Hi, there--

PROBLEM--
Jim spends $21 on some liquid refreshments. The orange soda costs twice as much as the 
pineapple juice, which costs twice as much as the chocolate milk. How much was the pineapple
juice?

SOLUTION--
Let p be the cost of the pineapple juice (in dollars)
Let o be the cost of the orange soda (in dollars)
Let m be the cost of the chocolate milk (in dollars)

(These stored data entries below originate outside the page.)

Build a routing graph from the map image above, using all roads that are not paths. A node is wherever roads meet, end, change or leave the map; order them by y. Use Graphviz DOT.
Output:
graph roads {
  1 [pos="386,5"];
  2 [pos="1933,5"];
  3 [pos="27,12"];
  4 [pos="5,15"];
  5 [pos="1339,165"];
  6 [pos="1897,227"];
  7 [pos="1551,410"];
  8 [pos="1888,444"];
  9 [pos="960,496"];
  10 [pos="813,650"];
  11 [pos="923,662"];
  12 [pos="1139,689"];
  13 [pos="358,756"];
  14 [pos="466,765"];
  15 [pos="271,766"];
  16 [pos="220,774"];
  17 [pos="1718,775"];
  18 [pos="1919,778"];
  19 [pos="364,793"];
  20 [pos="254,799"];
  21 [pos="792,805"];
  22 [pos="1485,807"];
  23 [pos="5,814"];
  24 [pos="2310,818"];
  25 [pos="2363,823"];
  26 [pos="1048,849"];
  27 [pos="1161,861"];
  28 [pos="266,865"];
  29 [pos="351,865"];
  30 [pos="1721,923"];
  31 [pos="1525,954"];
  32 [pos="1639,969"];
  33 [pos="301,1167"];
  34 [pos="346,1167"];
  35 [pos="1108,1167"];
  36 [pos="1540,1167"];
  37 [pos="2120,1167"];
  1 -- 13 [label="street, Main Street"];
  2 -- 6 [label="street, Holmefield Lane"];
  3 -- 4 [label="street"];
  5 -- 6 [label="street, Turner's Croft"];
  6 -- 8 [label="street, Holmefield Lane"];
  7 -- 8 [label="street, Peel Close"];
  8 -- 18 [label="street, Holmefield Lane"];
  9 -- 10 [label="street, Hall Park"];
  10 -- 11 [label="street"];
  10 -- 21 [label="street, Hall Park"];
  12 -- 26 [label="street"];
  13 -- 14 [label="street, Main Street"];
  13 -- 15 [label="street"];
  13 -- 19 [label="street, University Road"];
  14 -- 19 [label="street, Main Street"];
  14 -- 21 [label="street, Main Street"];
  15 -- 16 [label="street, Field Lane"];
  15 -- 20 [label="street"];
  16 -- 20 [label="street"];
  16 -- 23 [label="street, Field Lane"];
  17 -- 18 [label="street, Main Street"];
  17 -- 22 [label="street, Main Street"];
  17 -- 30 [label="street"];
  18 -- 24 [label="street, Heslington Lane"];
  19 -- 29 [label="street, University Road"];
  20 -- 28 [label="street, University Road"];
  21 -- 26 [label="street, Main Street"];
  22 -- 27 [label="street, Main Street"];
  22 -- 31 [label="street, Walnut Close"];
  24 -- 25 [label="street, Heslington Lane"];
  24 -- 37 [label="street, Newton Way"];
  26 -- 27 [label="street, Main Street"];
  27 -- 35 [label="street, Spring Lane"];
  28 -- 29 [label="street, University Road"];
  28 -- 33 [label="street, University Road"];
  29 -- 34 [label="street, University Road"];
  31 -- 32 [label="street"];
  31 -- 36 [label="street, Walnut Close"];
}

Jim spends $21 on drinks all together, so
p + o + m = 21

The orange soda costs twice as much as the pineapple juice, so
o = 2p

The pineapple juice costs twice as much as the chocolate milk, so
p = 2m

We have three equations with three variables. Solve the system.
p  + o + m = 21
o = 2p
p = 2m.

We will use the substitution method. Rewrite the third equation in "m equals" form.

p = 2m
m = (1/2)p

Substitute 2p for o and (1/2)p for m in the first equation.
p + o + m = 21
p + 2p + (1/2)p = 21

Solve for p.
(7/2)p = 21

Multiply both sides of the equation by 2/7 (the reciprocal of 7/2.)

p = 21 * (2/7)
p = 6

In the context of this problem, the equation p = 6 means that the pineapple juice costs $6.

To find the cost of the orange soda:
o = 2p
o = 2(6)
o = 12
The cost of the orange soda is $12.

To find the cost of chocolate milk
p = 2m
6 = 2m
m = 3
The cost of the chocolate milk is $3.

The cost of all the drinks is $21. Check this--12+6+3 = 21.

That's it.

Mrs.Figgy